Problem to work on:
Omit all pictures, then print the entries exactly.
──────── Records for this exercise
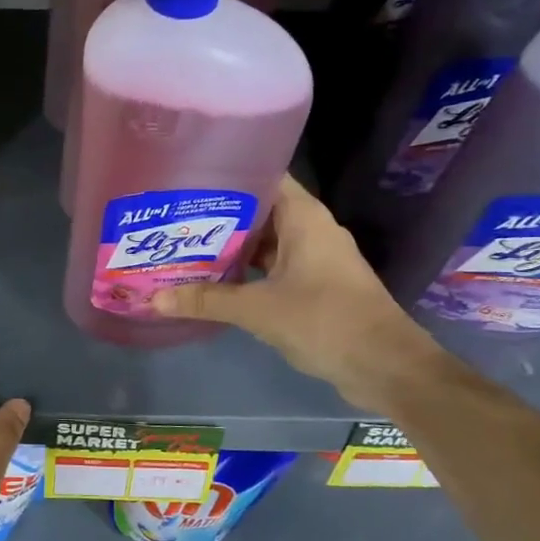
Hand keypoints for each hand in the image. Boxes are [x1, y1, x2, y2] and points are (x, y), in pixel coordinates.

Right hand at [151, 176, 442, 411]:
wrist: (385, 367)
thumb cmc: (325, 321)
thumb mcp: (258, 310)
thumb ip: (206, 301)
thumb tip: (154, 299)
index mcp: (303, 217)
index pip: (262, 176)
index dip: (226, 174)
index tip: (186, 178)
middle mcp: (309, 230)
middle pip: (258, 209)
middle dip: (217, 214)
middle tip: (172, 216)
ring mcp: (313, 258)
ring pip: (263, 241)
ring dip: (229, 245)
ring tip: (182, 245)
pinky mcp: (313, 285)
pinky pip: (271, 266)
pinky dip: (244, 270)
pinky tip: (211, 279)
────────────────
Answer box:
Hand keypoints for each hand in the image. Boxes are [x1, y1, x2, y2] and points are (x, y), in pixel coordinates.

Right hand at [151, 176, 442, 411]:
wrist: (385, 367)
thumb cmc: (325, 321)
thumb mcp: (258, 310)
thumb ip: (206, 301)
thumb tip: (154, 299)
index mcp: (303, 217)
index pip: (262, 176)
index dip: (226, 174)
index tip: (186, 178)
middle mcp: (309, 230)
middle pip: (258, 209)
middle dip: (217, 214)
middle tip: (172, 216)
ring mcp: (313, 258)
ring pip: (263, 241)
ring dip: (229, 245)
ring tip: (182, 245)
pinky mcp: (313, 285)
pinky pip: (271, 266)
pinky dip: (244, 270)
pinky tip: (211, 279)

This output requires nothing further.